The noise - reduce noise - sharpen style of processing robs the camera of per-pixel detail and it's most noticeable in high-frequency detail like foliage and grass. The Xperia X has heaps of pixels to throw at the problem and photos are best viewed at less than 100%.
The Superior Auto had a relatively small impact, it would sometimes add contrast compared to the Manual mode shot, but in most cases you have to look hard to notice anything.
Color reproduction leaves something to be desired, colors in photos being undersaturated compared to real life hues. Due to the screen and gallery viewing enhancements on the Xperia X, though, you may not notice it until you take the photos off the phone.
The predictive motion-tracking autofocus works fairly well as long as the object it tracks does not leave the frame.
We're also quite happy with the re-focusing speed in general. Switching from subjects in close distance to ones far away is quick and seamless - okay, perhaps it's not as fast as Samsung's Dual Pixel AF, but it's an improvement over the Xperia Z5 camera.
Speaking of, when we reviewed the Z5 (admittedly an early unit) we encountered several software issues. There is none of that here.
You can compare the Xperia X against some competing phones in its class over at our Photo Quality Comparison tool. Look at the fine print on the London map and the details on the 10 pound banknote. Look at the bottom right corner to judge the noise levels.
Technically, Superior Auto is supposed to engage HDR as needed, but there's a toggle in the Manual mode. Either way, the effects are so small that even in extreme situations you only get a minor improvement.
The Xperia X has a sweep panorama like Sony's digital cameras, but the results are not terribly impressive. The panoramas are 1080px tall, stitching has issues (ghosting) and the resolved detail is quite low.
The selfie camera has an above-average resolution, its focus is well-adjusted to shoot at arm's length (you'd think all selfie cameras are like that).
In perfect light, you can squeeze a lot of detail out of a selfie. Indoors, however, the increased noise eats away the resolution advantage. Again, Xperia photos are best viewed at less than 100% - which is another way of saying they look great on the phone's screen.
The Xperia X can record 1080p at 30fps and 60fps, but there's no 4K option even though it's a feature that's sneaking into midrange phones recently - even the Xperia M5 has it.
Image quality can be quite good, but it is not without its flaws. Some of the finer detail either gets smeared out by noise reduction, other shows jaggies.
When there are moving objects in the scene, there's an intermittent "pulsation" caused by compression fluctuation in an action packed scene - it's the phone's way to make sure it captures everything smoothly within a fixed bitrate ceiling.

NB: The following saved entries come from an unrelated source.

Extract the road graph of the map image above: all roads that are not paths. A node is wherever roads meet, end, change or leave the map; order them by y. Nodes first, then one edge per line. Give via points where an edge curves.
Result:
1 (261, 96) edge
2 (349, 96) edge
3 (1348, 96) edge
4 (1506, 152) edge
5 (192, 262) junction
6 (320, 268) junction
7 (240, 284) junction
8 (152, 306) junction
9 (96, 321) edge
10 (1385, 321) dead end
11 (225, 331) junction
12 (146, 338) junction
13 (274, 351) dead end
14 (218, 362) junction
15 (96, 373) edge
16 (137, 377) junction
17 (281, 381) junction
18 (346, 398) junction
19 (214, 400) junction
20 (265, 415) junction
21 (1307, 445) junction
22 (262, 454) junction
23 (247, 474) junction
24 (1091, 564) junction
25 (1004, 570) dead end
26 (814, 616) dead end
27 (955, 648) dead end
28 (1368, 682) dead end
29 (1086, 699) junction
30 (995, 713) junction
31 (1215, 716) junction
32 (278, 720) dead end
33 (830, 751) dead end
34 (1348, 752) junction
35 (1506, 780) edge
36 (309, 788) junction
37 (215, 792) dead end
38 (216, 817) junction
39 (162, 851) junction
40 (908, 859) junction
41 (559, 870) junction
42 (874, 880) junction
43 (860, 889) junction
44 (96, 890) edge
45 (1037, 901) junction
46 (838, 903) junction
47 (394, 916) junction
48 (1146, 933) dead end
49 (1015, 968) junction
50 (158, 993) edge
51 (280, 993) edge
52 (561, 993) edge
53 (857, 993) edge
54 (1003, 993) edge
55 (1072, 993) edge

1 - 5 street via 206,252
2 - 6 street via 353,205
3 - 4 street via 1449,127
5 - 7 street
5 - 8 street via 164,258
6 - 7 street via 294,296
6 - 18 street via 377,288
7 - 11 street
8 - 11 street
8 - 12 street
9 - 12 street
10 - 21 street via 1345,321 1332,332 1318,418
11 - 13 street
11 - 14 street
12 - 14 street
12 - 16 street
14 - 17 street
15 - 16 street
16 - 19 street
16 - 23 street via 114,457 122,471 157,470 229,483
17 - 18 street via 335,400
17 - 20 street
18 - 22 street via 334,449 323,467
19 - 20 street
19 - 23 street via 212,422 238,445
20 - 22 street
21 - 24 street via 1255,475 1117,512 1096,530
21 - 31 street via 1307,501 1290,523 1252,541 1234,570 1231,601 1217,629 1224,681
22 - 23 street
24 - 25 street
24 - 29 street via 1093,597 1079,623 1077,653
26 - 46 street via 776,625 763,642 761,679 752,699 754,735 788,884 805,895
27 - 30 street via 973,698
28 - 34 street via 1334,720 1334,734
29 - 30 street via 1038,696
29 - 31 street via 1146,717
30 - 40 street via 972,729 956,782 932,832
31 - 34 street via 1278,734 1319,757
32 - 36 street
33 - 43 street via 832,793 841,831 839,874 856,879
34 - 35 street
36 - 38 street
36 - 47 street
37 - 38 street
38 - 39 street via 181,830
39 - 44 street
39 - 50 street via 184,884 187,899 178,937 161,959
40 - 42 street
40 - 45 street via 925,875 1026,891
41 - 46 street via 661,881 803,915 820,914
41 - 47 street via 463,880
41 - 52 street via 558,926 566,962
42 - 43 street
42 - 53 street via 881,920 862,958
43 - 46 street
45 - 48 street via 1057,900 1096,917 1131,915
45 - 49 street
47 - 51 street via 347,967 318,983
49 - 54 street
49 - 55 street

You can watch an example of this effect in our camera sample - every time a car passes in front of the camera the quality drops and then recovers quickly.
The good news is that switching from 30fps to 60fps does not have a noticeable impact on quality so you can enjoy the smoother action without paying a quality penalty as is usually the case. You do need more storage though, as 30fps videos are shot at a bitrate of 18Mbps, while 60fps videos hover around 30Mbps.
In either case audio is recorded in stereo at 156Kbps/48kHz. The quality of the microphones is impressive, they capture detailed audio even in noisy environments and eliminate most of the wind noise.
The Sony Xperia X features SteadyShot, a digital image stabilization. When shooting from a steady position, however, the system can actually add vibrations and cause unpleasant jittery action in videos but it's fine when you shoot handheld. It's still something that Sony should perhaps look into as you literally can't capture a decent video with the phone mounted on a tripod unless you turn off the digital stabilization manually.